### Task prompt
Take every line containing "down" out of the records.

### Collected data
• • •

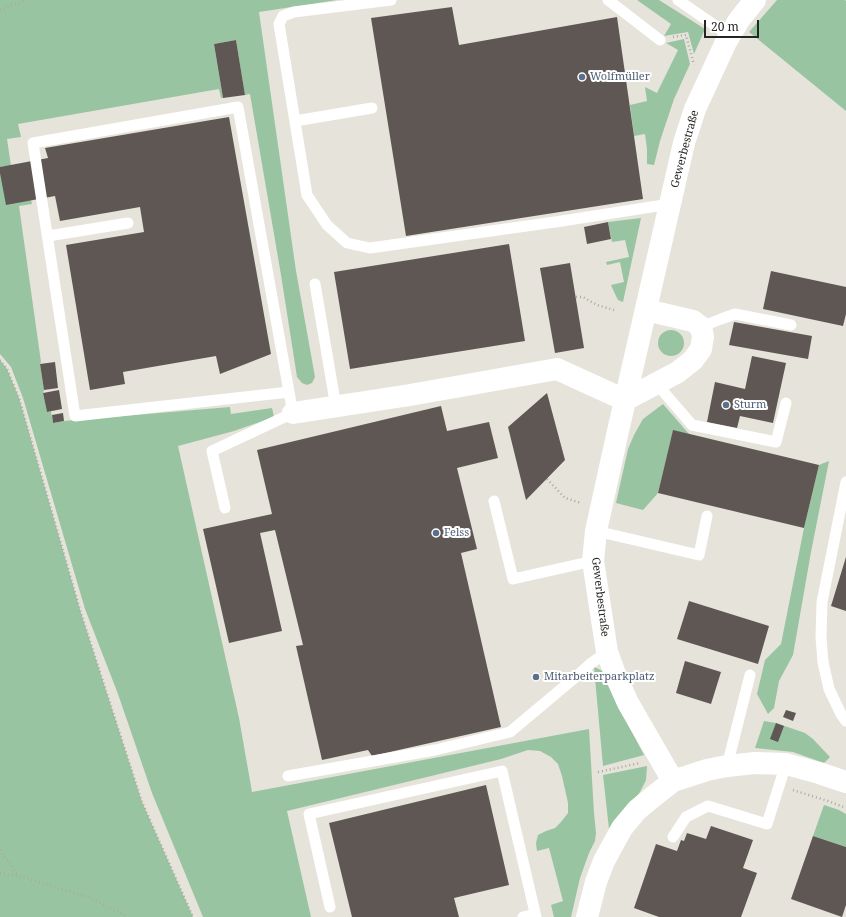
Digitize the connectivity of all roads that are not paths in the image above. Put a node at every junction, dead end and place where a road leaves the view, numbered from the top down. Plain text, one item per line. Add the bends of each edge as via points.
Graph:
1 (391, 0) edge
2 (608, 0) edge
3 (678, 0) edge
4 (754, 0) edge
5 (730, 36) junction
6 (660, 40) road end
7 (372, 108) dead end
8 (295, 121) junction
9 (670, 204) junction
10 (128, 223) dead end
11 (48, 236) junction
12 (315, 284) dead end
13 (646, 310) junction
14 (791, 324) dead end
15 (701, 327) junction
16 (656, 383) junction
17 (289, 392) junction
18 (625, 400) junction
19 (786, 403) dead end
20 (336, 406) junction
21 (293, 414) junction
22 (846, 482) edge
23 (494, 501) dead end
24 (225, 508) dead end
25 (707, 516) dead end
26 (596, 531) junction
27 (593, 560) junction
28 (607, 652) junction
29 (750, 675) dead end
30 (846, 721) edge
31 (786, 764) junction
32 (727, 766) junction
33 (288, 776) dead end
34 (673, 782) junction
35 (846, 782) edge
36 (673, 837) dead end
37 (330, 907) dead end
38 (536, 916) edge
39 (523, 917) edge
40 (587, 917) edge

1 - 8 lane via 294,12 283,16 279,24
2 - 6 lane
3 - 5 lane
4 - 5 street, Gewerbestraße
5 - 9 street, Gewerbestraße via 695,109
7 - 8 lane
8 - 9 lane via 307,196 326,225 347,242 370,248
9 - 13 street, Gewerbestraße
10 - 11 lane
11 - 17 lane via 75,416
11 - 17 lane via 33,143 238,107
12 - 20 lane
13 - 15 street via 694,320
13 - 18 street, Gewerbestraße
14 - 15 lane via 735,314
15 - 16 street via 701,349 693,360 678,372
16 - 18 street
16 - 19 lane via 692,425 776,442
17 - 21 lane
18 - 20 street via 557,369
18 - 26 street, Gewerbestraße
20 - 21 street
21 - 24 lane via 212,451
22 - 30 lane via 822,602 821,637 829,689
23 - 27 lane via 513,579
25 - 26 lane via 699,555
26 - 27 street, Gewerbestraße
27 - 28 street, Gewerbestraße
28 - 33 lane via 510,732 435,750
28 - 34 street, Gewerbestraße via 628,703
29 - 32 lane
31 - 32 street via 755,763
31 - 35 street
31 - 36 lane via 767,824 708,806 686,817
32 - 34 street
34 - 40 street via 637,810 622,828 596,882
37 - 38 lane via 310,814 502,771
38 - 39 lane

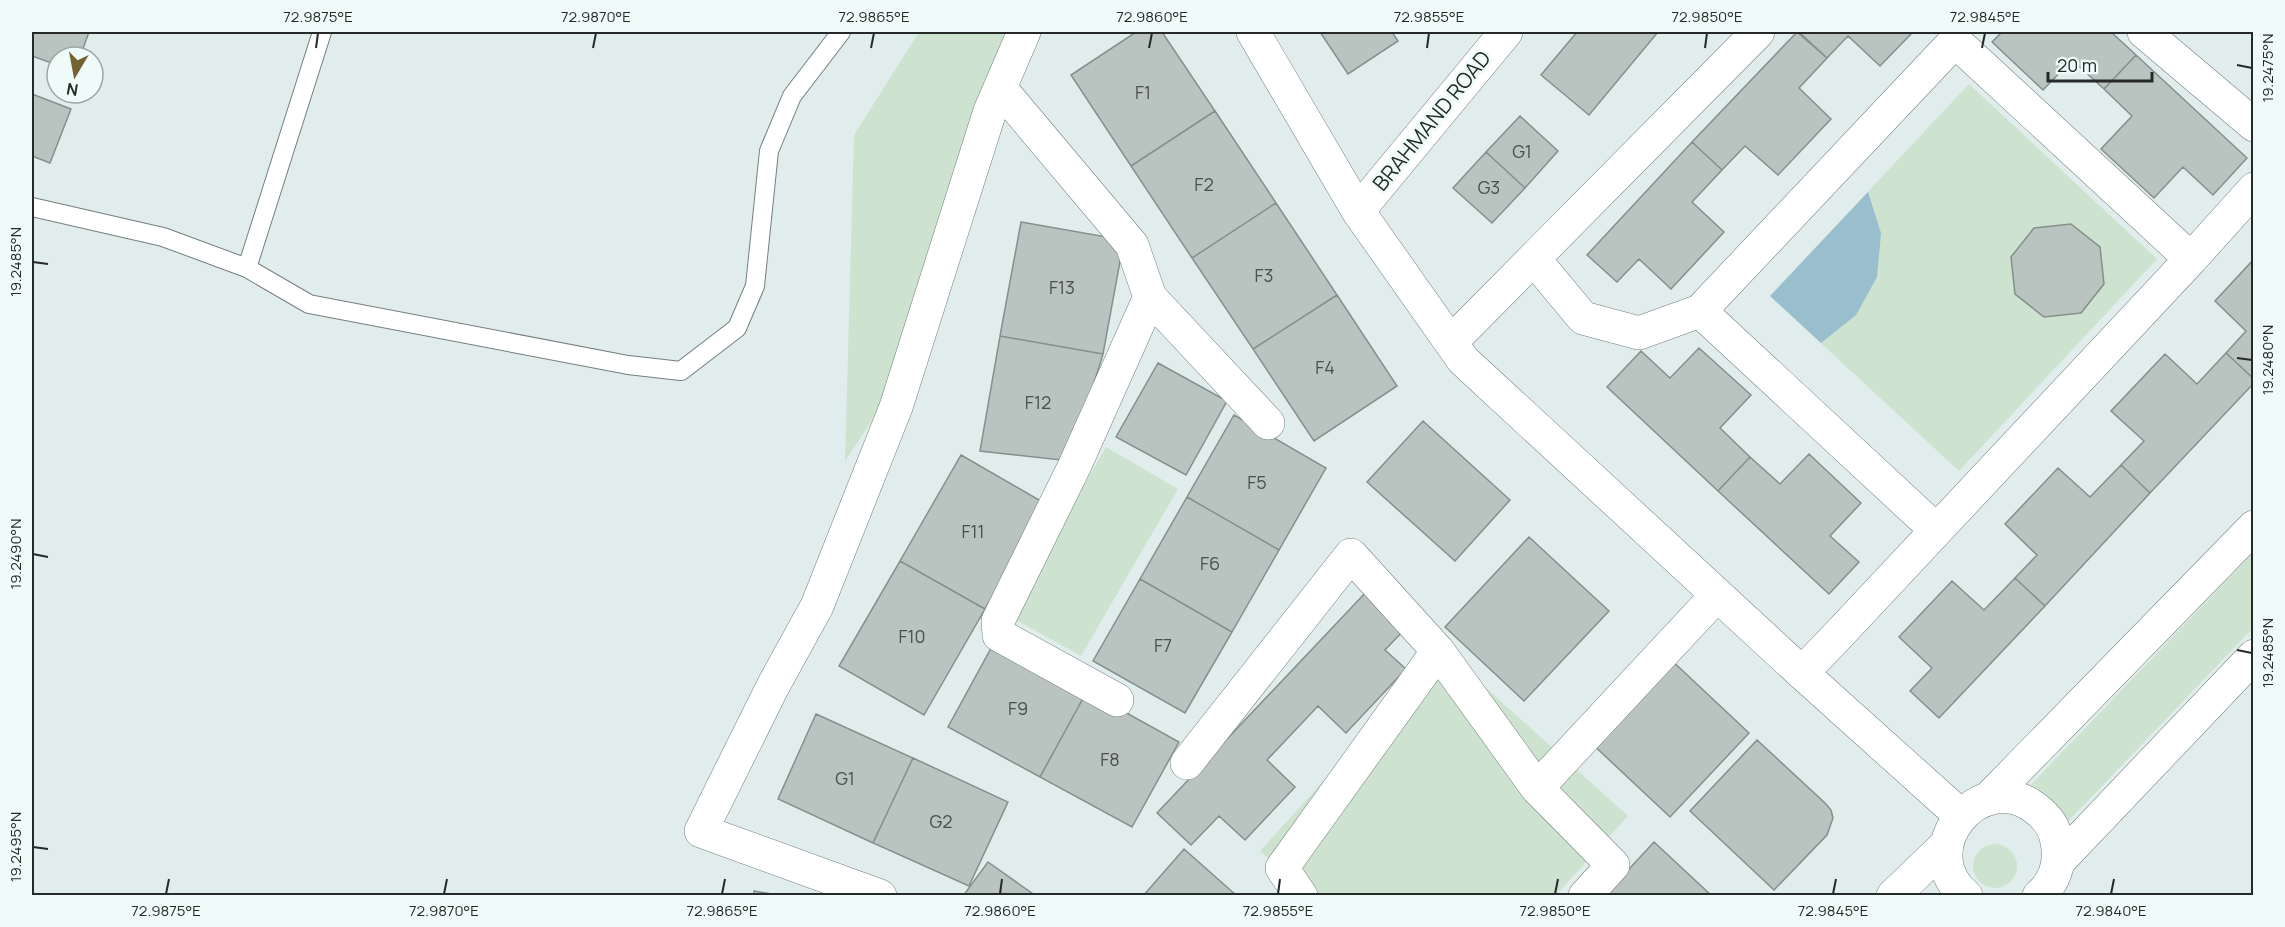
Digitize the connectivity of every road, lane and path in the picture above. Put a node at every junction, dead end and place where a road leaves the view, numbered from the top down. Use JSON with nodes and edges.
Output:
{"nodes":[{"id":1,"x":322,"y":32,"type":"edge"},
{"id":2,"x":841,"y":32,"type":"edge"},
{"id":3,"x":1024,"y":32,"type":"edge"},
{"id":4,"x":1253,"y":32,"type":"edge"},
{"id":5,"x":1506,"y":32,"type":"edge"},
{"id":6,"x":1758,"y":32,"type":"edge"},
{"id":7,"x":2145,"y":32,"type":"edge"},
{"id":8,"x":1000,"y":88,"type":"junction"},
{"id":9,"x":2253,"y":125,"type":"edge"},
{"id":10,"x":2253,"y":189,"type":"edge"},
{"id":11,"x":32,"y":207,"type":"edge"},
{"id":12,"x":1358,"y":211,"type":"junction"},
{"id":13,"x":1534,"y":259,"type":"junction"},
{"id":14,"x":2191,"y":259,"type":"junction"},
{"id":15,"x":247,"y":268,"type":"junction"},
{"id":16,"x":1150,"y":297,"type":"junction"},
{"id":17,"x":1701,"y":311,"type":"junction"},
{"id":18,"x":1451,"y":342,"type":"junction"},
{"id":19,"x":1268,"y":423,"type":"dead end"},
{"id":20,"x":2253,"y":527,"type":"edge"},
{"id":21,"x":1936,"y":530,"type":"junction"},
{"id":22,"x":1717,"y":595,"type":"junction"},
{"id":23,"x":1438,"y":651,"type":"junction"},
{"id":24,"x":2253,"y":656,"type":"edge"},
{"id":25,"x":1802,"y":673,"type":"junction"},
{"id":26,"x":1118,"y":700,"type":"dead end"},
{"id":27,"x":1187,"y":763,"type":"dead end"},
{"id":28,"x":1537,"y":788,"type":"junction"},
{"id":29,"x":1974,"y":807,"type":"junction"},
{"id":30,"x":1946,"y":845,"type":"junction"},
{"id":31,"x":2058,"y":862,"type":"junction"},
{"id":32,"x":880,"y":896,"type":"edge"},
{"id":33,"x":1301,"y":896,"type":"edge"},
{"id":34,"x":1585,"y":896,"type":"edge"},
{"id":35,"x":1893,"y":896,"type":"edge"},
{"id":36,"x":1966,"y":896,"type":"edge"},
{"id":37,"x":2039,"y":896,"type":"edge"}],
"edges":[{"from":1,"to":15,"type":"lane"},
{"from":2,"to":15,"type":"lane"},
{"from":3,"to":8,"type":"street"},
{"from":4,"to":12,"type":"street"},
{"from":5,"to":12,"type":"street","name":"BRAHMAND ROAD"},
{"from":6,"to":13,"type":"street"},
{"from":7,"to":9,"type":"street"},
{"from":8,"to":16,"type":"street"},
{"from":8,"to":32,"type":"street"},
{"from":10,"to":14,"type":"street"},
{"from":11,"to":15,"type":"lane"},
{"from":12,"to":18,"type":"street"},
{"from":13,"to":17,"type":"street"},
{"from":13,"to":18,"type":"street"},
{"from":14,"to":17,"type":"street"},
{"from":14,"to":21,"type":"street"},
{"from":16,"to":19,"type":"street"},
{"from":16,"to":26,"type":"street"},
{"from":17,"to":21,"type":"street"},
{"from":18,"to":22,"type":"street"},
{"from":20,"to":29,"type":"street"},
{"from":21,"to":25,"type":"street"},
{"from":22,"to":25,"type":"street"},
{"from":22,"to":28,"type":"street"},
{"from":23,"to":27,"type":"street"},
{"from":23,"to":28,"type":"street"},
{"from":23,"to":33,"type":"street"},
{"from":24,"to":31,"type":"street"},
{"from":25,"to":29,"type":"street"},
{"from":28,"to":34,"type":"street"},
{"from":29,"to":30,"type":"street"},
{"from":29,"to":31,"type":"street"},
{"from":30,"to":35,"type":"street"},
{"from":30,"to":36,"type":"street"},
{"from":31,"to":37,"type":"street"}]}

• • •

### Finished exercise
Digitize the connectivity of all roads that are not paths in the image above. Put a node at every junction, dead end and place where a road leaves the view, numbered from the top down. Plain text, one item per line. Add the bends of each edge as via points.
Digitize the connectivity of every road, lane and path in the picture above. Put a node at every junction, dead end and place where a road leaves the view, numbered from the top down. Use JSON with nodes and edges.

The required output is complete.